Most of us who live paycheck to paycheck (or, in my case, from Social Security deposit) do not understand what makes the rich tick. Yes, we know that they can get to wear the finest clothes, go to the nicest restaurants, travel wherever they want, etc., but the rich generally take all that for granted. What gives them a rush is power. Money can open doors, make things happen that they want to happen, and, if necessary, even make its own rules.
Unfortunately, we see this on display in our nation’s capital. Like other communities around the world, residents in Washington, D.C., enjoy Little League baseball. However, the D.C. area is an upper-class community. It is not because of the weather that eight of the ten highest-income counties in the nation are clustered in this area. Given this, kids interested in baseball would probably have a lot going for them in the way of special trainers or baseball camps to become better baseball players.

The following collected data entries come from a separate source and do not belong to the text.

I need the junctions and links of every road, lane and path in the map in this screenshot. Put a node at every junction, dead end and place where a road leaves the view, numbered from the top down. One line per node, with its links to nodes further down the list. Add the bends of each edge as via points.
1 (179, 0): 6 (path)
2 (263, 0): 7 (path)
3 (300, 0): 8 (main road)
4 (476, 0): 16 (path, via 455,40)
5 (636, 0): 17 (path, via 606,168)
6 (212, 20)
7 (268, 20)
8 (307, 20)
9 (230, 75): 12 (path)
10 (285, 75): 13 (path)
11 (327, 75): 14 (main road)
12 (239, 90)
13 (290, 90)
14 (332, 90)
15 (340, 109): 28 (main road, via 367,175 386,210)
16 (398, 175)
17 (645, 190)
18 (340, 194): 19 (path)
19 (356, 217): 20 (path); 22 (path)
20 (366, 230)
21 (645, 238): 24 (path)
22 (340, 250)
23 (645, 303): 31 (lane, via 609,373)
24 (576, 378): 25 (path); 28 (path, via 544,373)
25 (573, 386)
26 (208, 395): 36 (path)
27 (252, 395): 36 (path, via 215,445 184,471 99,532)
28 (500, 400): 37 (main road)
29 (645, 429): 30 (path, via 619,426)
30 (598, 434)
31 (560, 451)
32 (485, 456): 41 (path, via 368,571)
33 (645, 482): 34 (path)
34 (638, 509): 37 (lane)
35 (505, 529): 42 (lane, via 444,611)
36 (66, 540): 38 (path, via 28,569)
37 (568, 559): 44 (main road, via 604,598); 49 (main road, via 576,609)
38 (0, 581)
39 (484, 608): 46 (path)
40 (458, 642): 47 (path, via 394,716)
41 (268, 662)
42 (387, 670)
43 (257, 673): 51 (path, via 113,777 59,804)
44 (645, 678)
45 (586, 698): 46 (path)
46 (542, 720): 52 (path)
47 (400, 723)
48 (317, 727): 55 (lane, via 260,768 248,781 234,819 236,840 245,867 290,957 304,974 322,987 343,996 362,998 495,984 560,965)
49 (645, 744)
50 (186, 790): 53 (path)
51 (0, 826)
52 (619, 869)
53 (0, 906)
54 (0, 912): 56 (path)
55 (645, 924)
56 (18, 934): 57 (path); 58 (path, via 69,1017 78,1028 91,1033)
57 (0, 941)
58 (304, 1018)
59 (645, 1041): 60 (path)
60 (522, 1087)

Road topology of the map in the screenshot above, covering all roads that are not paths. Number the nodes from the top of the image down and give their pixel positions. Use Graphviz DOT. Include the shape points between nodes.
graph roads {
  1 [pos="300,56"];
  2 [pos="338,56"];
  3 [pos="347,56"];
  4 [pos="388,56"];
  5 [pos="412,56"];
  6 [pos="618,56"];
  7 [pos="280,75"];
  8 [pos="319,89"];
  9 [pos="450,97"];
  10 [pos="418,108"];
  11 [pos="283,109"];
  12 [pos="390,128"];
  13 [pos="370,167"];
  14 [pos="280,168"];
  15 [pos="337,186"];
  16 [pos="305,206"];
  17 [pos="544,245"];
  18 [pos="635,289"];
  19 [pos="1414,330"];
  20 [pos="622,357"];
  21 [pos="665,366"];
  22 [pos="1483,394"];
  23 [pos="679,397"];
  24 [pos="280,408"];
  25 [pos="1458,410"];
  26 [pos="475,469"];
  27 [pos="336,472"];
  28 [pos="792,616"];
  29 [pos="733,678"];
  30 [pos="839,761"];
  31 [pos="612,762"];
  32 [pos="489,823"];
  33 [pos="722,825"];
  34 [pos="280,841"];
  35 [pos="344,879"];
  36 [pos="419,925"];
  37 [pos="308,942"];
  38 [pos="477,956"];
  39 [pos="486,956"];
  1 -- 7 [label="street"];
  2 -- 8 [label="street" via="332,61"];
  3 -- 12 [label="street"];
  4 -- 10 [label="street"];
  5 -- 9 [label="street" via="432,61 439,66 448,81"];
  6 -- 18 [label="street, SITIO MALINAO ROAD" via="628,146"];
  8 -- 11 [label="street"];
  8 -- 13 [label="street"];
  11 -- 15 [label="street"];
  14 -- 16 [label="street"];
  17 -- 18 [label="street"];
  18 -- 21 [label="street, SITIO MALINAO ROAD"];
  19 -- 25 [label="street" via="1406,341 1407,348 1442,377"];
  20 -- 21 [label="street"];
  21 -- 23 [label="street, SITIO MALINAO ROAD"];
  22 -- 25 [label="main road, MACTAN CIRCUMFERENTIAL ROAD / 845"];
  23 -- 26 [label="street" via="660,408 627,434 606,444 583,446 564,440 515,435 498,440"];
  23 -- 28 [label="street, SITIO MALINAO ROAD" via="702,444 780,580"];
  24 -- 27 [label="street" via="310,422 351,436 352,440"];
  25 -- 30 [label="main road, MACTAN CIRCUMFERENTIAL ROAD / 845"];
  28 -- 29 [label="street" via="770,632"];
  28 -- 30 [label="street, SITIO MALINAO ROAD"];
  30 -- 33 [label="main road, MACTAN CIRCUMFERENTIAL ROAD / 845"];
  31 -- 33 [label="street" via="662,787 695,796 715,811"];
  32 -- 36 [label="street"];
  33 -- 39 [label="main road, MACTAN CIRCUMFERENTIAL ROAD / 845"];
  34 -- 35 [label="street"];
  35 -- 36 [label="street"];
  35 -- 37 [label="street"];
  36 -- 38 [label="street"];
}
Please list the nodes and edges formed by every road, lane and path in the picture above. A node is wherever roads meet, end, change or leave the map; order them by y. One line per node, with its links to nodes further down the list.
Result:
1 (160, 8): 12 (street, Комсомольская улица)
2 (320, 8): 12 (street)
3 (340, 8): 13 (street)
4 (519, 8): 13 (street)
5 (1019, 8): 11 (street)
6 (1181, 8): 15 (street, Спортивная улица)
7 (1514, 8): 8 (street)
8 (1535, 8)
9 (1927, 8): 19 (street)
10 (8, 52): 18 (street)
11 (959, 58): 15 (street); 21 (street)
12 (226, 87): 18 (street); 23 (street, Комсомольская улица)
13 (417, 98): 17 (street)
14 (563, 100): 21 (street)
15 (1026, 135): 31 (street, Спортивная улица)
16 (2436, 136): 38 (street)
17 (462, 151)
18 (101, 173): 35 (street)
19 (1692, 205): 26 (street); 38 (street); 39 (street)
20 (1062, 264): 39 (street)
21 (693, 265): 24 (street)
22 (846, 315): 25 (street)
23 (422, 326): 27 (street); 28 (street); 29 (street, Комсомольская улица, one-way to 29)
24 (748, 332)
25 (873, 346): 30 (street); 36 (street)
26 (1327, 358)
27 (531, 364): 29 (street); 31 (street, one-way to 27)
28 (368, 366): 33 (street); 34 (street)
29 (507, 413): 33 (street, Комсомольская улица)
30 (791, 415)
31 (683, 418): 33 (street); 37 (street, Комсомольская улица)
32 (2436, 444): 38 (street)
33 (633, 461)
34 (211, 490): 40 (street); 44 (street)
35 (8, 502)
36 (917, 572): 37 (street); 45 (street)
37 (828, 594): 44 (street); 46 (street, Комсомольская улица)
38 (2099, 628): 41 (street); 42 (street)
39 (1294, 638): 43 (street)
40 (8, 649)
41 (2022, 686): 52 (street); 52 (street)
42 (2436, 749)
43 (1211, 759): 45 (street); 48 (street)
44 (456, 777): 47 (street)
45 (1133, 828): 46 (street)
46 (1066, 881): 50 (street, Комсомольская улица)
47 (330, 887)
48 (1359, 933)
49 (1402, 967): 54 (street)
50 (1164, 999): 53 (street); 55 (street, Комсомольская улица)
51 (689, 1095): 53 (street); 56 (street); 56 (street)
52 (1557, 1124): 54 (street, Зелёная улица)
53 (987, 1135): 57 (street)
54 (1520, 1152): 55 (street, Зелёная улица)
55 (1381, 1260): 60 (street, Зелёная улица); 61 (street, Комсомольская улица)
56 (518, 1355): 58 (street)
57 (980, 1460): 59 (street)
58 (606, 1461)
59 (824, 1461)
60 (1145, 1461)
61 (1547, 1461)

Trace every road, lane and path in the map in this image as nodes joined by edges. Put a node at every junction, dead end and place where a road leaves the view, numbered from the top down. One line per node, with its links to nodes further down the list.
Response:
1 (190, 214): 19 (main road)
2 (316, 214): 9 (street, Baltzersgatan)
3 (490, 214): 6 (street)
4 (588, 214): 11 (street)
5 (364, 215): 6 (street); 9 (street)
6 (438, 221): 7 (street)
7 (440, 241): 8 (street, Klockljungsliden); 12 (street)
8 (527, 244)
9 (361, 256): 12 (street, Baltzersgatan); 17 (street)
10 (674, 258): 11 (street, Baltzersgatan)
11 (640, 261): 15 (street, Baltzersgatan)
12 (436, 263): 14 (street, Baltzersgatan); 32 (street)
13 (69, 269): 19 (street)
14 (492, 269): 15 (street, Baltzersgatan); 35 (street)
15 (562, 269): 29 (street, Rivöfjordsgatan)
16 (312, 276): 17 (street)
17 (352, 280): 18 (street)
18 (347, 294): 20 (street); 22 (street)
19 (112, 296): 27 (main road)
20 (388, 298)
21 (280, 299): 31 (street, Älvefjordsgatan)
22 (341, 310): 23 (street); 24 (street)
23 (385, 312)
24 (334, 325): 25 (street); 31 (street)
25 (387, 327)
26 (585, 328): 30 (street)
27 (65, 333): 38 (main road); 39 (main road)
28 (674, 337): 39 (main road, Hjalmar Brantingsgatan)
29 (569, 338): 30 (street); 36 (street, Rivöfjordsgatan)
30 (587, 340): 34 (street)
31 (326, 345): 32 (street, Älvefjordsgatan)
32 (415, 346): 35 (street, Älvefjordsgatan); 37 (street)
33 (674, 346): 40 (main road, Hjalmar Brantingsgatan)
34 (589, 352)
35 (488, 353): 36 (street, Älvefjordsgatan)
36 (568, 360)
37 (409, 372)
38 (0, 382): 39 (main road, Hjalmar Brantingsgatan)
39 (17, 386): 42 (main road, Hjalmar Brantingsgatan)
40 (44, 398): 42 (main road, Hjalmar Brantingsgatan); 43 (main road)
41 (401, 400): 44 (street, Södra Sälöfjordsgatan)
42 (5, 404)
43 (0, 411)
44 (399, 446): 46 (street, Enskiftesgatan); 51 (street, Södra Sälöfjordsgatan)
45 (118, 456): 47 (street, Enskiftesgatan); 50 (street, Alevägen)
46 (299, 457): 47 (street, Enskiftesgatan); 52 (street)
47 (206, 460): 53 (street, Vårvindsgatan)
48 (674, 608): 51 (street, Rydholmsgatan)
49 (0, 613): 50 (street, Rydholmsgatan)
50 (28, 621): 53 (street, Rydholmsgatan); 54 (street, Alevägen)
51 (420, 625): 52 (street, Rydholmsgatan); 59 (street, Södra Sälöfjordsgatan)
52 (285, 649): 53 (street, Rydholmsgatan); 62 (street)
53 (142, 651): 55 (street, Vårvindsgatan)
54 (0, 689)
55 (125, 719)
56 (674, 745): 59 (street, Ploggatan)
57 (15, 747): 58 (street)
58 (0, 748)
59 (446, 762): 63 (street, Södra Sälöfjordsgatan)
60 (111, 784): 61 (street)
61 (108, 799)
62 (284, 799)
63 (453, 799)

So, it should not have been particularly unusual or surprising that in last year’s LLWS competition, the team from the Washington, D.C. division was just one game away from heading to Williamsport to represent the Mid-Atlantic Region in the Little League World Series. However, there was more to this than met the eye.
An article in the Washington Post in August of 2023 noted, “A bench-clearing brawl of sorts has broken out over alleged cheating in a Little League serving one of the District’s wealthiest neighborhoods. Not among the kids, of course.”
The issue involved Northwest Washington Little League (NWLL) president Ricky Davenport-Thomas stacking his league with the best players even beyond its area. Essentially, he was ignoring Little League’s strict eligibility rules to poach talented players from other city Little Leagues.
And it worked. The NWLL was equivalent to an all-star team playing against the regulars. Many NWLL games went into a mercy rule because they almost always had double-digit leads by the third inning or sooner. Yet, as the competition got better, they ran into trouble. The NWLL got to the Mid-Atlantic tournament, where the winner would go to the Little League World Series, but they lost in the finals.
Late last month, the Wall Street Journal picked up the progress of this scandal in hearings and a “blue-ribbon panel.” Truth be told, this is an issue that everyone wants to hide under the rug, and this is a great example of how it is done in Washington, D.C. Someone gets caught with their hand in the cookie jar. Then, there is an investigation, and there will be experts who are called in (“blue-ribbon panel”). From this will come the decision that buries the issue.
In this case, the hearing selected a special counsel, which appointed the law firm Steptoe, which specializes in government investigations and high-stakes litigation. We are to ignore “the fact that a Steptoe partner’s child was on an NWLL team was completely unrelated to Steptoe taking on this case and its work on the case,” stated the new Northwest Washington Little League president Ashleigh Coniglio. So, even though a parent whose son was on the team is going to be one of the “investigators,” we can be assured that everything is going to be above board.
I sincerely doubt that the rest of us could get away with this conflict of interest. And I bet I can give the outcome of the “blue-ribbon panel” — after a full study of all the evidence, no actual fraud is evident, so let’s all move along now, nothing to see.
This is how things are done in our nation’s capital. Even with Little League, if we want to make the equivalent of the 1927 New York Yankees that could annihilate all comers, we can change the rules to accomplish our goals because… well, because we can. And if we are challenged about anything, we will have our own judge and jury, so we will always win in the end anyway. (That is, until they came up with a pretty scrappy Little League team from Media, Pennsylvania that gave them a real 16-3 beat down in the semifinal and 2-0 in the final.)
Steve Haywood’s article “Our Ugly Ruling Class” in powerlineblog.com on the D.C. Little League scandal summed it up beautifully, “Yes, that is how ‘things often go’ in Washington, but the real scandal is that we are governed, but these endlessly grasping, petty, and self-entitled people. Draining the swamp isn’t enough. Salt the earth inside the Beltway and pave it over.”